Dec 06, 2006, 00:00 ET from Verizon Communications

    NEW YORK, Dec. 6 /PRNewswire/ -- Verizon Communications Inc. (NYSE:   VZ)
 today updated investors on the progress of several initiatives designed to
 enhance shareholder value.
     At an investment conference here, Verizon CFO Doreen Toben said that
 customer demand for and usage of key strategic Verizon services are
 steadily increasing, and that adoption of new technologies is continuing to
 gain traction in the marketplace.
     She also announced that the company will further increase share
 repurchases to a total of $1.7 billion in 2006. Verizon began the year with
 a target of approximately $1 billion in share repurchases, increased that
 to $1.5 billion by mid-year and today announced it expected to exceed that
 figure by approximately $200 million.
     Toben said two recently closed transactions, involving Idearc Inc.
 (NYSE:   IAR) and Verizon Dominicana, have further strengthened Verizon's
 balance sheet and provided additional financial flexibility, creating value
 for shareholders.
     On Nov. 17, the company completed the spin-off of Idearc to Verizon
 shareholders. Idearc now owns what were the Verizon domestic print and
 Internet yellow pages directories publishing operations, and Verizon
 distributed a dividend of one share of Idearc common stock for every 20
 shares of Verizon common stock to shareholders of record.

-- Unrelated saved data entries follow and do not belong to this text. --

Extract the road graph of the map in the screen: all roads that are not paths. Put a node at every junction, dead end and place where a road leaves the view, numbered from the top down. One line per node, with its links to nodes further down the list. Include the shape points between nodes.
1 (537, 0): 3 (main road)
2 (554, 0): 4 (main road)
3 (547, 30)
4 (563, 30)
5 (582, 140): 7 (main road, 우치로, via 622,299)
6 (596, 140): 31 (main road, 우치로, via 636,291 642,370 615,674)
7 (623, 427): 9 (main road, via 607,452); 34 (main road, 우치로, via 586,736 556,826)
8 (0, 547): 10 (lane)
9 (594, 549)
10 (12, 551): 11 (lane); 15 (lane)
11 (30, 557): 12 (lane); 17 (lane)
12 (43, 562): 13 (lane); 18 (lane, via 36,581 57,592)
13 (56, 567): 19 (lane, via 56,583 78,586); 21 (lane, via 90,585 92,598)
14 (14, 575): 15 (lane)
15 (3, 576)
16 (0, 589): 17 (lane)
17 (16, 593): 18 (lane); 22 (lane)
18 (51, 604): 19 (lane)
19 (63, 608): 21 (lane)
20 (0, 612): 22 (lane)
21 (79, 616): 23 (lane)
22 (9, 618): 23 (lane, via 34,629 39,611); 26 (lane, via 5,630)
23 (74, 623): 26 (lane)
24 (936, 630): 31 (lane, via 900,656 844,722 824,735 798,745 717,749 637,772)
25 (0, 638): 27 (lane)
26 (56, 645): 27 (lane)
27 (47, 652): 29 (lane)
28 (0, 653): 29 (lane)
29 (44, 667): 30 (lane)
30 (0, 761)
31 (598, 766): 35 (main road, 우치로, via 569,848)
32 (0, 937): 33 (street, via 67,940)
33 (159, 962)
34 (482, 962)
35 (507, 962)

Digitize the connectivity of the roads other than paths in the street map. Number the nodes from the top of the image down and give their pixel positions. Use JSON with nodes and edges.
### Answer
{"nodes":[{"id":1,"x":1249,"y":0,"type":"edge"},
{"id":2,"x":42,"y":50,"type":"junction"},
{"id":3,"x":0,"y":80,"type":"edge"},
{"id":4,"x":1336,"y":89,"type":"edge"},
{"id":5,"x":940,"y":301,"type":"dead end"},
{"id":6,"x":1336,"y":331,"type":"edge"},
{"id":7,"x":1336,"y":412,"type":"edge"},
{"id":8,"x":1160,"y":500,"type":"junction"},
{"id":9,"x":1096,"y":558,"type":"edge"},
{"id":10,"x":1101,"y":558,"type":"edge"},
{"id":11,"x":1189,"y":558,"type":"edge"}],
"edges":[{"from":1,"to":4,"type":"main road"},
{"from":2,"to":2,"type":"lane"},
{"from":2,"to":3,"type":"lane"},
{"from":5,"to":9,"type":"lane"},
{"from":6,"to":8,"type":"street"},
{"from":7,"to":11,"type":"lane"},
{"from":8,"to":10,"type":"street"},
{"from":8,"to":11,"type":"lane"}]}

     As a result of the spin-off, Verizon reduced total debt by more than $7
 billion in a debt-for-debt exchange and received approximately $2 billion
 in cash. Toben said that the impact of the spin-off on Verizon's
 fourth-quarter 2006 earnings, before offsets from Verizon's interest
 savings on debt, will be approximately 4 cents per fully diluted share.
     Toben added that Verizon will soon restate its financial history for
 the purposes of comparability, including its former directories business
 results in Income From Discontinued Operations. The directories business
 contributed 29 cents per share to Verizon's 2006 earnings through Nov. 17,
 and the full- year 2006 impact of the absence of Idearc earnings would be
 about 33 cents per share. The comparable amount for 2005 was 39 cents per
               Proceeds From DR Sale, Fourth Quarter Special Item
     On Dec. 1, Verizon completed the sale of its interest in Verizon
 Dominicana, which provides telecommunications services in the Dominican
 Republic, to a subsidiary of America Movil, S.A. de C.V. (NYSE:   AMX).

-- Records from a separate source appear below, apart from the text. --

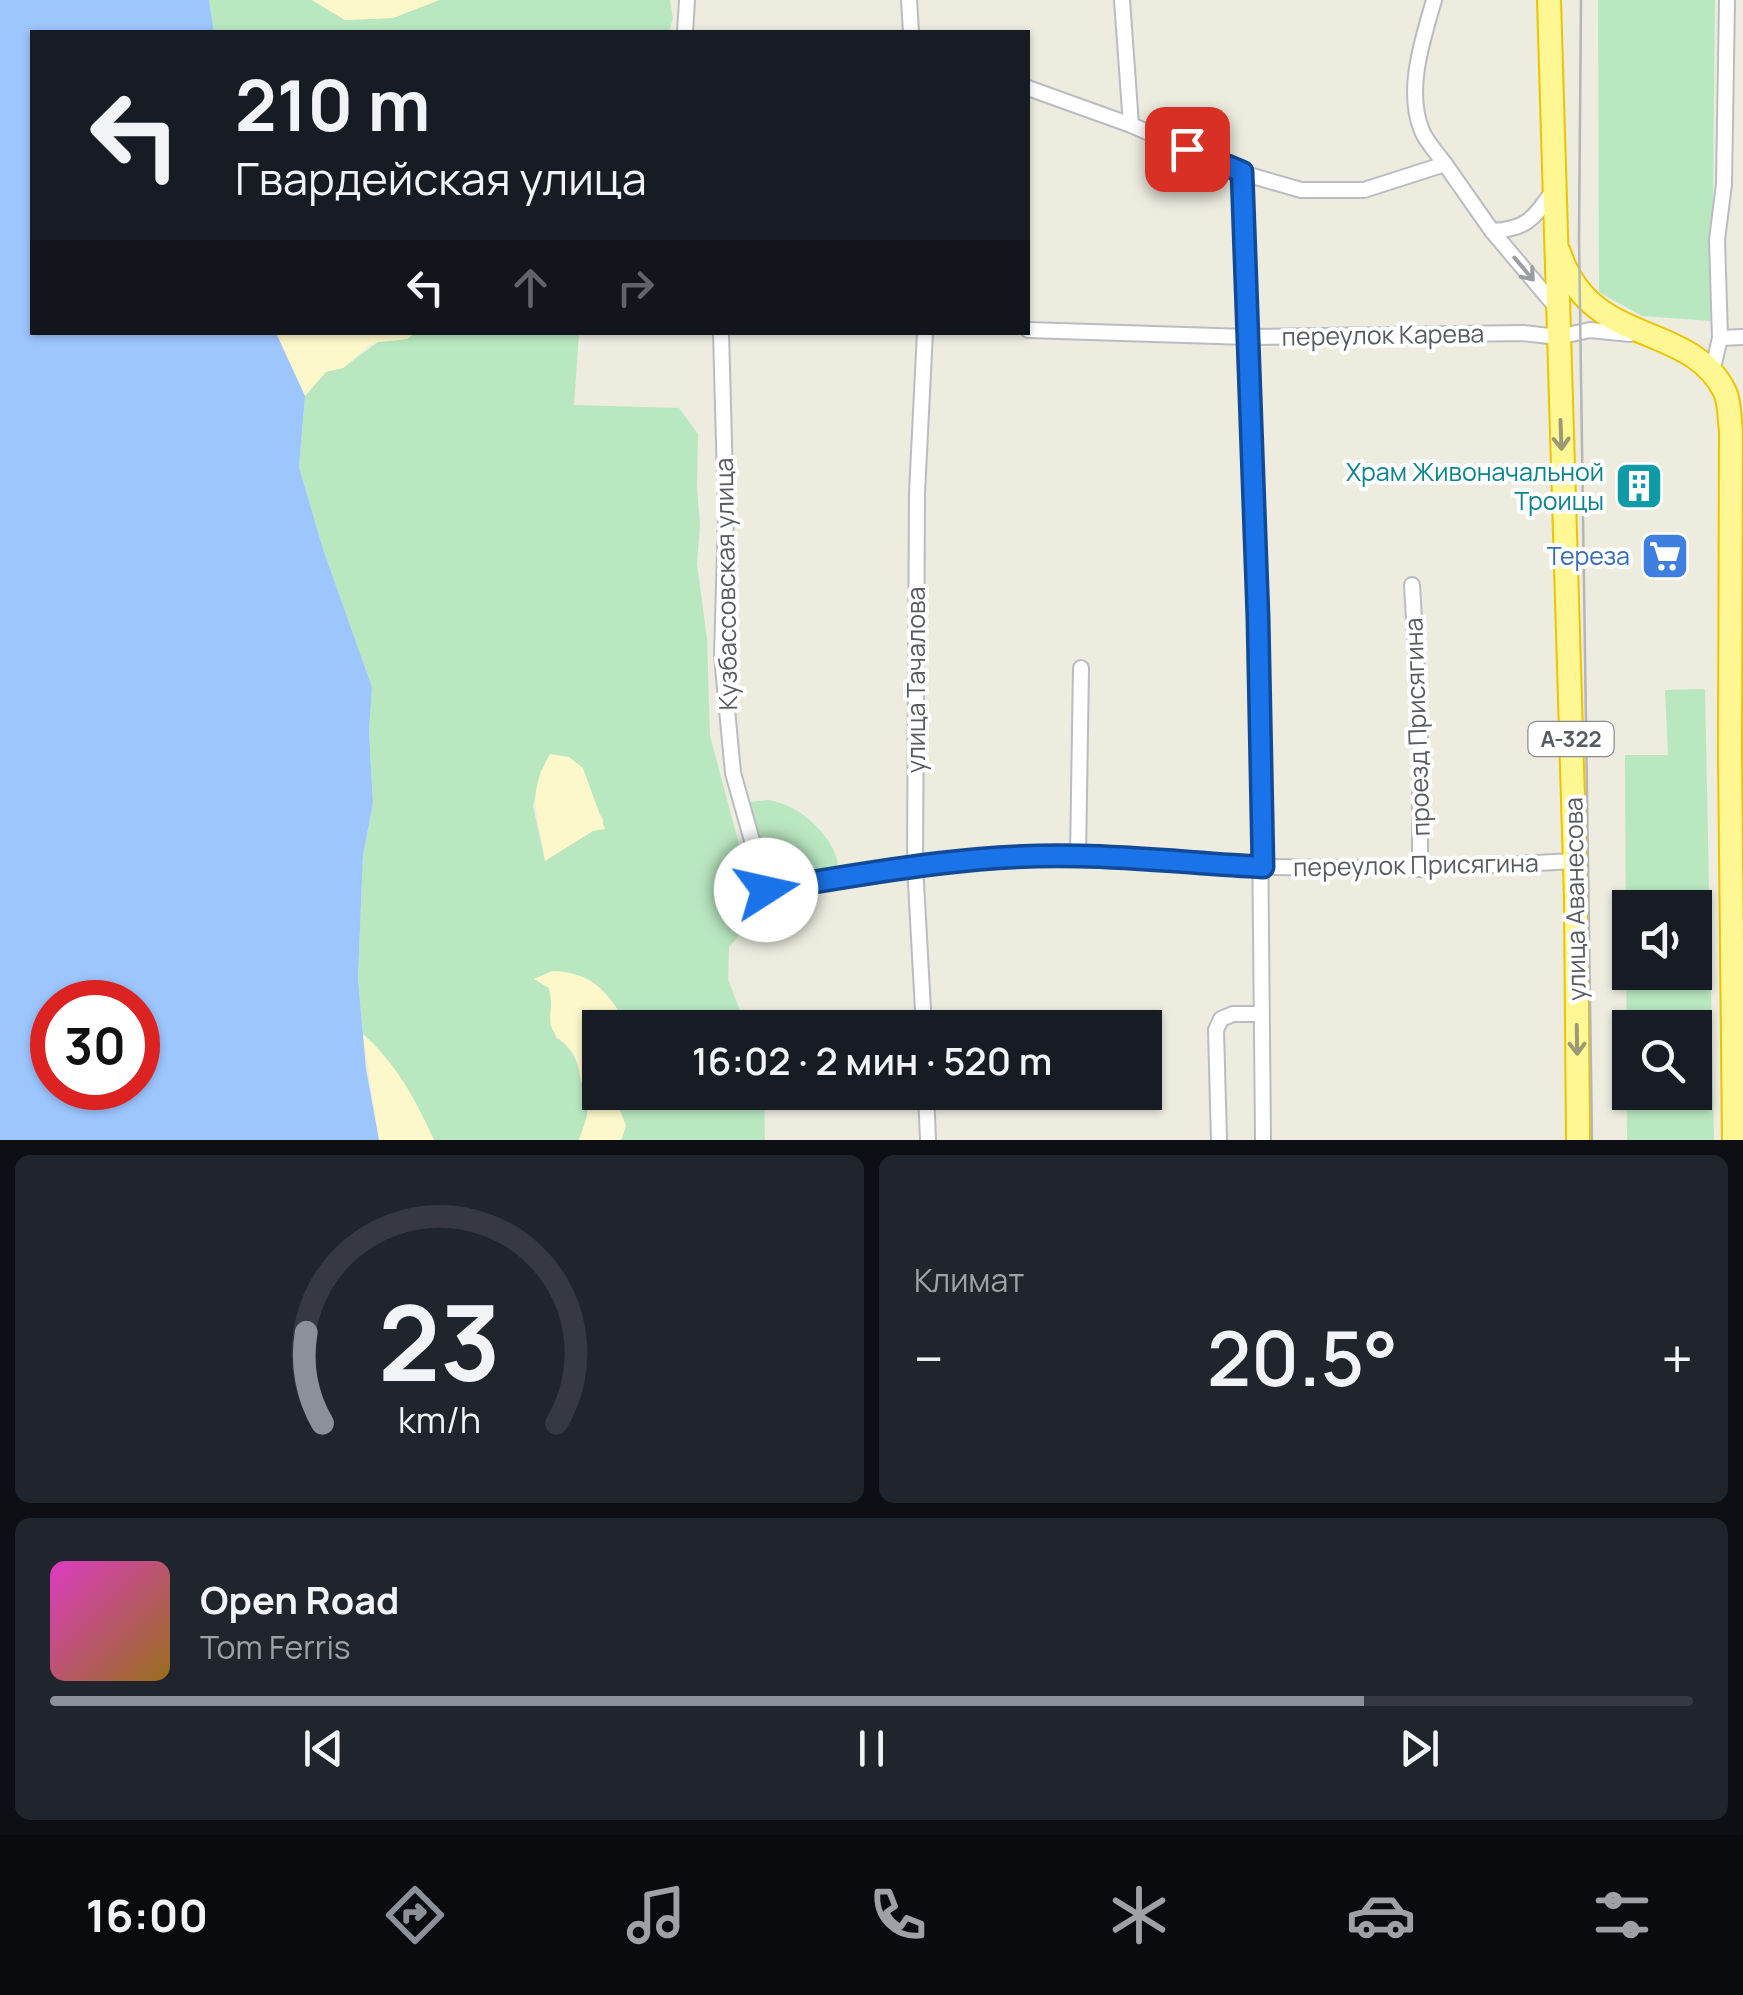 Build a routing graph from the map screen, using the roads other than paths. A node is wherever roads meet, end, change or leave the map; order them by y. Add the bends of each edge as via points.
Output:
1 (687, 0) edge
2 (909, 0) edge
3 (1122, 0) edge
4 (1434, 0) edge
5 (1549, 0) edge
6 (1727, 0) edge
7 (685, 30) edge
8 (911, 30) edge
9 (1030, 89) edge
10 (1132, 126) junction
11 (1445, 164) junction
12 (1242, 172) junction
13 (1552, 191) junction
14 (1492, 231) junction
15 (1554, 239) junction
16 (1556, 308) junction
17 (1030, 330) edge
18 (721, 335) edge
19 (925, 335) edge
20 (1743, 336) edge
21 (1248, 337) junction
22 (1654, 337) junction
23 (1558, 338) junction
24 (1720, 338) junction
25 (1712, 372) junction
26 (1412, 585) dead end
27 (1081, 668) dead end
28 (1737, 838) edge
29 (1078, 856) junction
30 (1575, 861) junction
31 (915, 865) junction
32 (1263, 867) junction
33 (1420, 869) junction
34 (766, 890) junction
35 (739, 908) dead end
36 (923, 1010) edge
37 (1261, 1014) junction
38 (927, 1110) edge
39 (928, 1140) edge
40 (1218, 1140) edge
41 (1263, 1140) edge
42 (1578, 1140) edge
43 (1734, 1140) edge

1 - 7 street
2 - 8 street
3 - 10 street
4 - 11 street via 1418,56 1418,106 1422,131
5 - 13 highway, улица Аванесова / А-322
6 - 24 street via 1717,240
9 - 10 street
10 - 12 street
11 - 12 street via 1364,190 1301,190
11 - 14 street
12 - 21 street
13 - 14 street via 1532,220
13 - 15 highway, улица Аванесова / А-322
14 -> 16 street
15 - 16 highway, улица Аванесова / А-322
15 - 22 highway, улица Аванесова / А-322 via 1590,304
16 - 23 highway, улица Аванесова / А-322
17 - 21 street, переулок Карева
18 - 34 street, Кузбассовская улица via 722,656 733,773
19 - 31 street, улица Тачалова
20 - 24 street
21 - 23 street, переулок Карева
21 - 32 street
22 - 23 street, переулок Карева via 1590,330
22 - 25 highway, улица Аванесова / А-322
23 -> 30 highway, улица Аванесова / А-322
24 - 25 street
25 - 28 highway via 1727,395 1731,430
26 - 33 street, проезд Присягина
27 - 29 street
28 - 43 highway
29 - 31 street, переулок Присягина
29 - 32 street, переулок Присягина
30 - 33 street, переулок Присягина
30 -> 42 highway, улица Аванесова / А-322
31 - 34 street, переулок Присягина
31 - 36 street, улица Тачалова
32 - 33 street, переулок Присягина
32 - 37 street
34 - 35 street, переулок Присягина
37 - 40 street via 1233,1014 1216,1030
37 - 41 street
38 - 39 street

     This resulted in net cash proceeds of $1.7 billion. Toben said that in
 the fourth quarter Verizon will recognize a pre-tax book gain of
 approximately $50 million on the transaction and that the company will
 incur book taxes on reinvested earnings, which must be recognized upon the
 sale, of approximately $500 million. She added that the net effect will be
 treated as a special item and will not be part of fourth-quarter adjusted
 earnings (a non-GAAP measure).
     Verizon expects to include from 10 cents to 11 cents in 2006 earnings
 per share for Verizon Dominicana through Dec. 1, so the full-year impact
 would be 11 cents to 12 cents per share.

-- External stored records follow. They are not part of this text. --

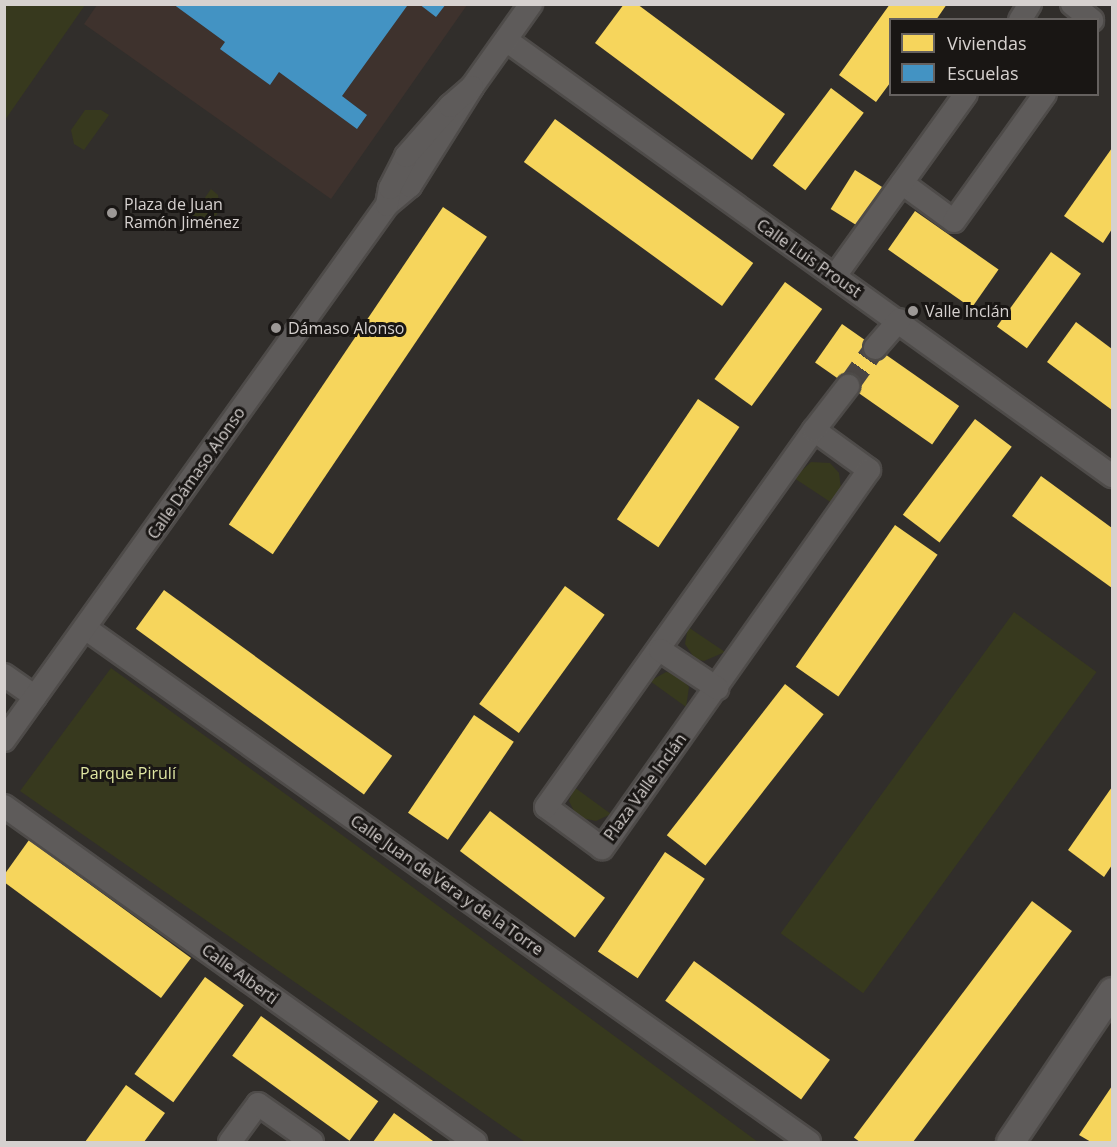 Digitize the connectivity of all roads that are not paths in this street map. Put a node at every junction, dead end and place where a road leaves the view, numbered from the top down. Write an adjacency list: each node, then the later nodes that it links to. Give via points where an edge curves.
1 (531, 4): 6 (street, Calle Dámaso Alonso)
2 (1030, 4): 4 (street)
3 (1072, 4): 5 (street)
4 (1021, 18)
5 (1090, 18)
6 (506, 40): 10 (street, Calle Luis Proust); 16 (street, Calle Dámaso Alonso, via 410,186 399,199 387,205)
7 (965, 96): 9 (street)
8 (1044, 96): 9 (street, via 954,221)
9 (902, 183): 10 (street)
10 (835, 276): 11 (street, Calle Luis Proust)
11 (899, 320): 12 (street); 15 (street, Calle Luis Proust)
12 (875, 348)
13 (848, 386): 14 (street, Plaza Valle Inclán)
14 (814, 430): 17 (street, Plaza Valle Inclán); 19 (street, Plaza Valle Inclán, via 869,470)
15 (1113, 476)
16 (85, 628): 20 (street, Calle Dámaso Alonso); 27 (street, Calle Juan de Vera y de la Torre)
17 (660, 650): 19 (street); 19 (street, Plaza Valle Inclán, via 546,807 602,848)
18 (4, 675): 20 (street)
19 (717, 688)
20 (35, 697): 21 (street, Calle Dámaso Alonso)
21 (4, 740)
22 (4, 807): 26 (street, Calle Alberti)
23 (1110, 1000): 28 (street)
24 (230, 1143): 25 (street, via 258,1104)
25 (312, 1143)
26 (475, 1143)
27 (809, 1143)
28 (1010, 1143)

     Sales continue to proceed regarding Verizon's interests in
 Telecomunicaciones de Puerto Rico, Inc. (Puerto Rico Telephone) and
 Compania Anonima Nacional Telefonos de Venezuela (CANTV, NYSE:   VNT).
 Verizon estimates net cash proceeds of approximately $3 billion from the
 sale of its Caribbean and Latin American telecommunications operations in
 the three separate transactions, announced in April.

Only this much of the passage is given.